Esse homem possui uma limitação grave: ele não ouve (v. 32). Está, portanto, inapto a cumprir o primeiro de todos os mandamentos da Torah: “Ouve, Israel, o Senhor teu Deus é um; amarás o Senhor teu Deus com todo o teu coração, com toda a tua alma e com todas as tuas forças” (Dt 6,4-5). E ensurdecer-se ao primeiro mandamento, o“Shemá Israel” (ouve, Israel), compromete o cumprimento de todos os outros, pois somente no amor ao Pai do céu os mandamentos se põem a serviço da vida, ultrapassando em muito o caráter de “lei” externa. E, no amor ao Pai, o amor aos irmãos também se sacramenta. É o passo seguinte: proclamar com palavras e gestos a mesma palavra que, ouvida, transforma a nossa vida. E é claro que, sem ouvir, esse homem não pode falar. Também nós experimentamos isto: sem antes ouvir a Palavra de Cristo, nossa pregação é apenas balbucio, eco vazio. “Gaguejamos a Palavra”, se antes ela não nos abre os ouvidos e o coração.


Os presentes pedem que Jesus “imponha as mãos sobre ele”. É dos gestos mais antigos da comunidade cristã, tanto para transmissão do Espírito quanto para a cura das enfermidades. Nesse caso, pedem que Jesus imponha as mãos sobre um estrangeiro, alguém tido impuro. Felizmente, graças à mulher de Tiro, sabemos que não há puros e impuros, mas todos igualmente necessitados de Jesus.


Jesus o leva para fora da multidão, à parte (v. 33).
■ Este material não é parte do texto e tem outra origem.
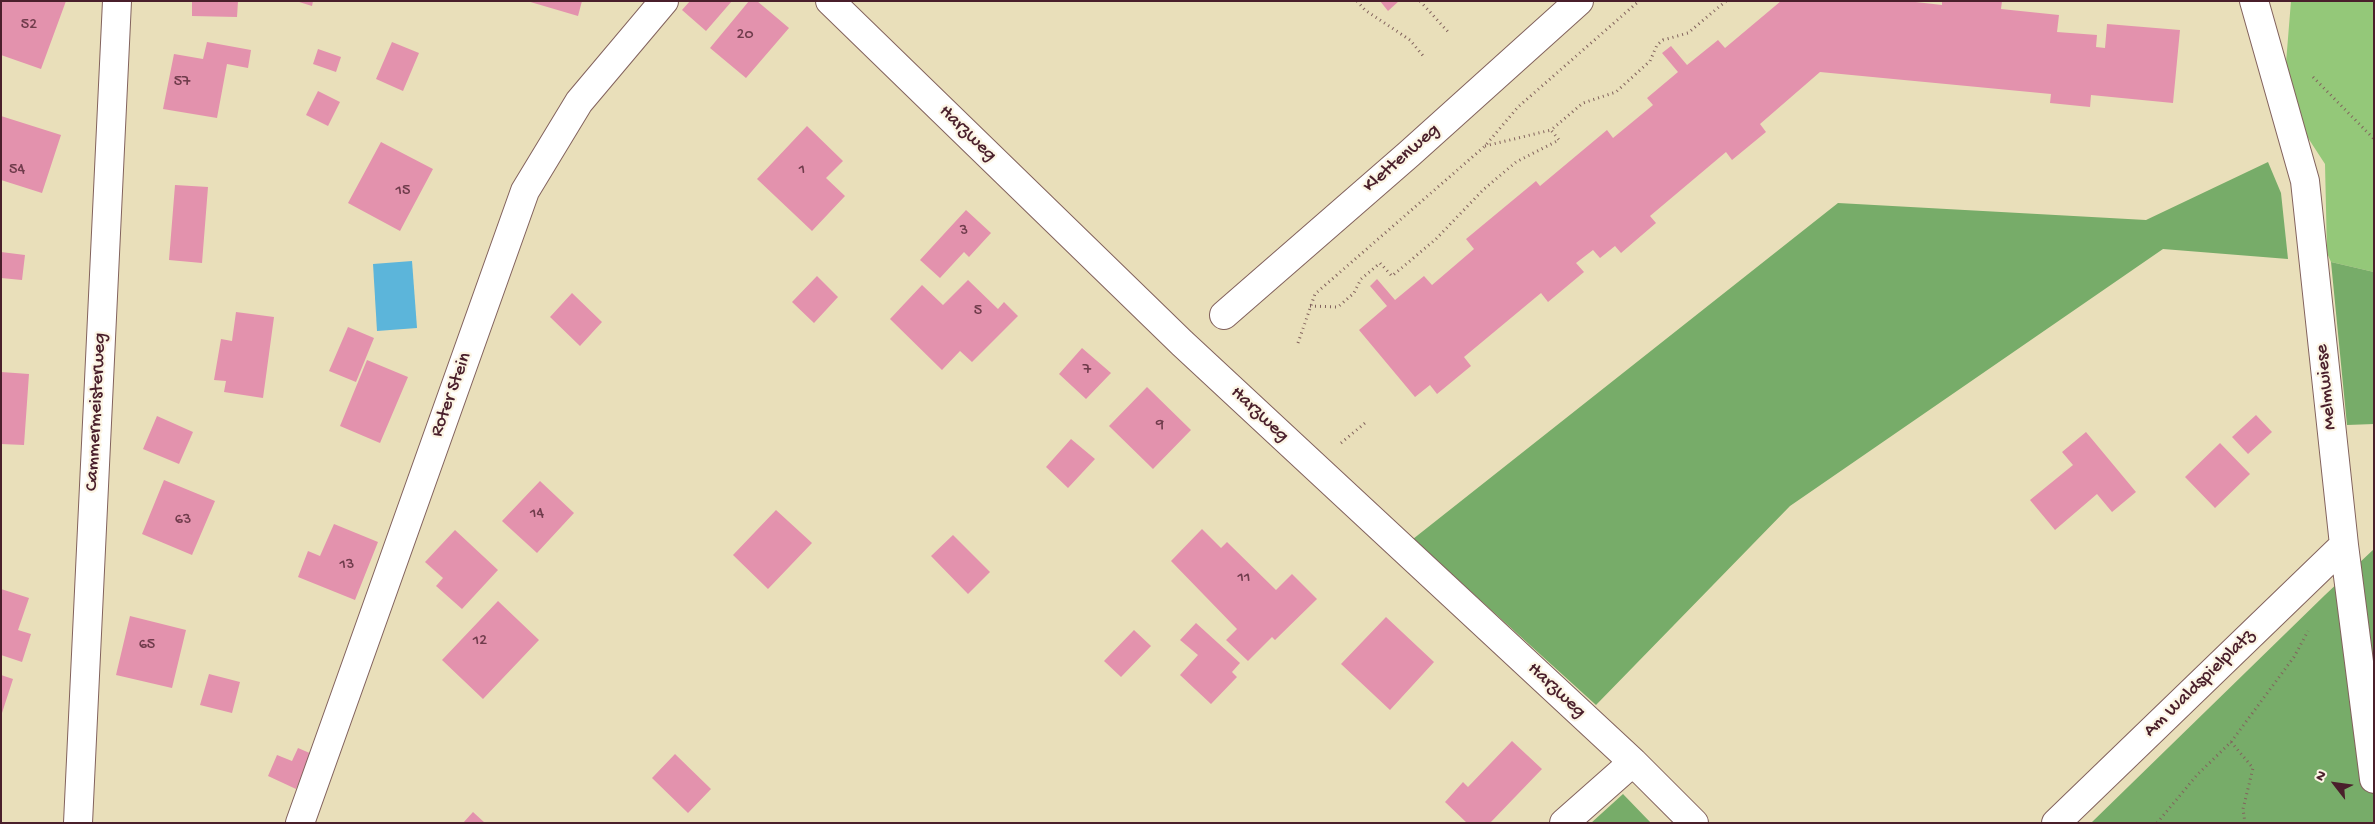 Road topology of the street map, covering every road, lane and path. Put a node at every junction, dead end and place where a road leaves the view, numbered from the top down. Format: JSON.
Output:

De fato, o vozerio da multidão pode, por vezes, nos ensurdecer. É difícil, no burburinho louco da massa, compreender as palavras de Jesus. Para que ele nos abra os ouvidos e nos solte a língua, é preciso estar com ele, à parte, na intimidade de um discípulo que vivencia de perto o ensinamento de seu Mestre.


O relato dos gestos de Jesus chega a ser extravagante: toca com os dedos os ouvidos e com saliva a língua do homem. Remetem ao relato do Gênesis, quando Deus “fez o ser humano com a argila da terra e soprou sobre ele seu hálito, para que vivesse” (cf. Gn 2,7). Também aqui, nessa que seria a recriação desse homem, Jesus toca nele e sopra (hálito, saliva). Encontrar-se com Jesus é um convite a renascer: reeducar ouvidos surdos, soltar a língua já pesada. É, pois, a isto que o ensino de Jesus convida: “Efata – abre-te” (v. 34). E o homem começa a ouvir e falar com perfeição (v. 35).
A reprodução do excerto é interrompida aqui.